After flying a certain distance, the player is notified, by a beeping sound, that a friendly airbase is about to appear. The player should then land on the airfield, which refuels the aircraft, fixes its damage, and replenishes its supply of bombs.

In order to access the next area, the player must destroy a certain number of special targets: flashing cars and planes, and buildings and bridges marked with a flashing cross. If not enough special targets have been destroyed, the plane, upon taking off, will fly through the same area again.

The ultimate goal is to reach the final area and bomb the three bunkers inside the heavily defended city, and then reach the airfield at the end of the stage. Upon finishing, either by succeeding or dying, the player is given a numerical rank based on their performance.

==Reception==
SoftSide called the Atari version "remarkably well implemented" and "very playable and a lot of fun."The Addison-Wesley Book of Atari Software 1984 gave the game an overall A rating, calling it "very enjoyable" with "a realistic sensation of flying," and concluded that it "has great depth of play to hold interest for a long time". InfoWorld's Essential Guide to Atari Computers cited it as "innovative" and a "winner".
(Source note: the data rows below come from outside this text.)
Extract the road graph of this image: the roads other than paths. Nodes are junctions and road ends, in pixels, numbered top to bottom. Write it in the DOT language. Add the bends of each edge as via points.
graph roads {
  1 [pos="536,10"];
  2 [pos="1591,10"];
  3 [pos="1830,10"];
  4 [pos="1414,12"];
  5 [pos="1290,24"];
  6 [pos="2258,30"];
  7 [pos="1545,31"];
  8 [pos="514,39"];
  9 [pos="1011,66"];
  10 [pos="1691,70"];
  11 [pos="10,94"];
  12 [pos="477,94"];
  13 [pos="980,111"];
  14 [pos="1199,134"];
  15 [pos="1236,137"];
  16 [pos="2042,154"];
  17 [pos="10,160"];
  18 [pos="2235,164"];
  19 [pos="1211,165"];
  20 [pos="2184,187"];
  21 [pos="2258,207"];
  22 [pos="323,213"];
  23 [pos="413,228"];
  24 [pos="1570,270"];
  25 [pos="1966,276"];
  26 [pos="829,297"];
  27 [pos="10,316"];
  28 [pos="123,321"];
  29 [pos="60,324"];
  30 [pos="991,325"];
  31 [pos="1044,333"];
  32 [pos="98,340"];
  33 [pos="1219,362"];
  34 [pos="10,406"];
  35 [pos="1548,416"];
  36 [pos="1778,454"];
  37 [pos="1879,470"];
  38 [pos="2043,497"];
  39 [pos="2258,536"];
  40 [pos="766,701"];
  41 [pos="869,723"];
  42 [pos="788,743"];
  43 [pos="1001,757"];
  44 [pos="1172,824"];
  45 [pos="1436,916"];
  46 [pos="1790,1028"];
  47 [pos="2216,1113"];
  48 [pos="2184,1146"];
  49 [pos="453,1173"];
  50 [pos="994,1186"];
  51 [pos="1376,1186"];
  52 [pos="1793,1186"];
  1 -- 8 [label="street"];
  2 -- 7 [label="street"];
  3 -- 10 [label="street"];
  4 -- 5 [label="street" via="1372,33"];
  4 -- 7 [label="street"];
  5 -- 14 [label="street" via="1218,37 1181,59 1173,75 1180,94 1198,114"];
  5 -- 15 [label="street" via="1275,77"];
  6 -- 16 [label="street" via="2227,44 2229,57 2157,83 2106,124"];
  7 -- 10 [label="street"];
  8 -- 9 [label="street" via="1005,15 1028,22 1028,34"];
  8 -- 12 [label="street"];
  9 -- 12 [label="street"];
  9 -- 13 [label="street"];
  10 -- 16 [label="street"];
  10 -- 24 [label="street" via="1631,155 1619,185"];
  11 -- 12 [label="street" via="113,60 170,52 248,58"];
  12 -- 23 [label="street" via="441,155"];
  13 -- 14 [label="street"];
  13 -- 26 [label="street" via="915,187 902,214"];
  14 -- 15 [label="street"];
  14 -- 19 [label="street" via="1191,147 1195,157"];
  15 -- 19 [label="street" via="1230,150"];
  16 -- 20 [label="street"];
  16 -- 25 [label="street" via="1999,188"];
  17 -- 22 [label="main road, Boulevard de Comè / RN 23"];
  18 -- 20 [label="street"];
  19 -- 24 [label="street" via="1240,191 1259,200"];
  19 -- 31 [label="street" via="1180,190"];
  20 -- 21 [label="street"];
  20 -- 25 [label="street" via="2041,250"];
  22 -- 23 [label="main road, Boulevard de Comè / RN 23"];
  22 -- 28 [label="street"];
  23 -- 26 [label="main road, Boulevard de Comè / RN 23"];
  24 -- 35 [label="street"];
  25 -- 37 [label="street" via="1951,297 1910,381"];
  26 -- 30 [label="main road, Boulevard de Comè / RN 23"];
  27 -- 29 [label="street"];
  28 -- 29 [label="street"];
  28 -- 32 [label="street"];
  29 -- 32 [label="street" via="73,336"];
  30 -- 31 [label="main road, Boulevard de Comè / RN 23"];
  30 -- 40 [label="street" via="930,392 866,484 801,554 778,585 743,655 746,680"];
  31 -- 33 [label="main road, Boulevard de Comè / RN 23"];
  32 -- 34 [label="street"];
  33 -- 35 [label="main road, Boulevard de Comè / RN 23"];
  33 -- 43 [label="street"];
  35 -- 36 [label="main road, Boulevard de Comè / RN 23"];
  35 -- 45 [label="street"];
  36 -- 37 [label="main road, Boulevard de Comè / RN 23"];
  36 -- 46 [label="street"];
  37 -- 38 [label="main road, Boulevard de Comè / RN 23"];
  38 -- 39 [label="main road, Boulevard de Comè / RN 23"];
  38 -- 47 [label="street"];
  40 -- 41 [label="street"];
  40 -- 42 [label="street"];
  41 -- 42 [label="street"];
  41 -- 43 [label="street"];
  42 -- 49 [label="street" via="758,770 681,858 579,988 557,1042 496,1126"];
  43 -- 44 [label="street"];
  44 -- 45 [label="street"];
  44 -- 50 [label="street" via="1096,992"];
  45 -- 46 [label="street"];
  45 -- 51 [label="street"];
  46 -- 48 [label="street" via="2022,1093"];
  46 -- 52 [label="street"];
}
Softline praised Blue Maxs graphics, describing the game as "River Raid for real and Zaxxon with meat on it ... if Zaxxon deserved to be a hit, this deserves to be a monster." In 1984, the magazine's readers named the game the second most-popular Atari program of 1983, after Archon.

Compute! wrote, "along comes a game that may make standard two-dimensional eye/hand games obsolete ... Blue Max may well be the best action game there is." It stated that the game improved on Zaxxon, noting the functional instrument panel and need to land, refuel, and take off. The magazine concluded, "Blue Max is head and shoulders above other shooting games."

The C64 port received a similar response. Compute!'s Gazette stated that "Blue Max has far more depth than Zaxxon. It is one of those few good games that have successfully combined strategy with arcade play". Ahoy! approved of the game's sound and 3D graphics, but criticized the unrealistic plane shadow. While the reviewer stated "Occasionally I found myself wishing for more action. No, not more action—bigger action", he concluded "Bob Polin has done an exceptional job; this is one game that is really addictive". In 1996, Computer Gaming World ranked the C64 version of this "fun shooter" as the 142nd best game of all time.

The game sold 10,000 copies.

== Legacy ==
A futuristic sequel otherwise similar in design, Blue Max 2001, was released in 1984 for Atari 8-bit computers and Commodore 64. Unlike the original, it received mixed reviews.

Author Bob Polin made the assembly language source code of Blue Max publicly available in 2016.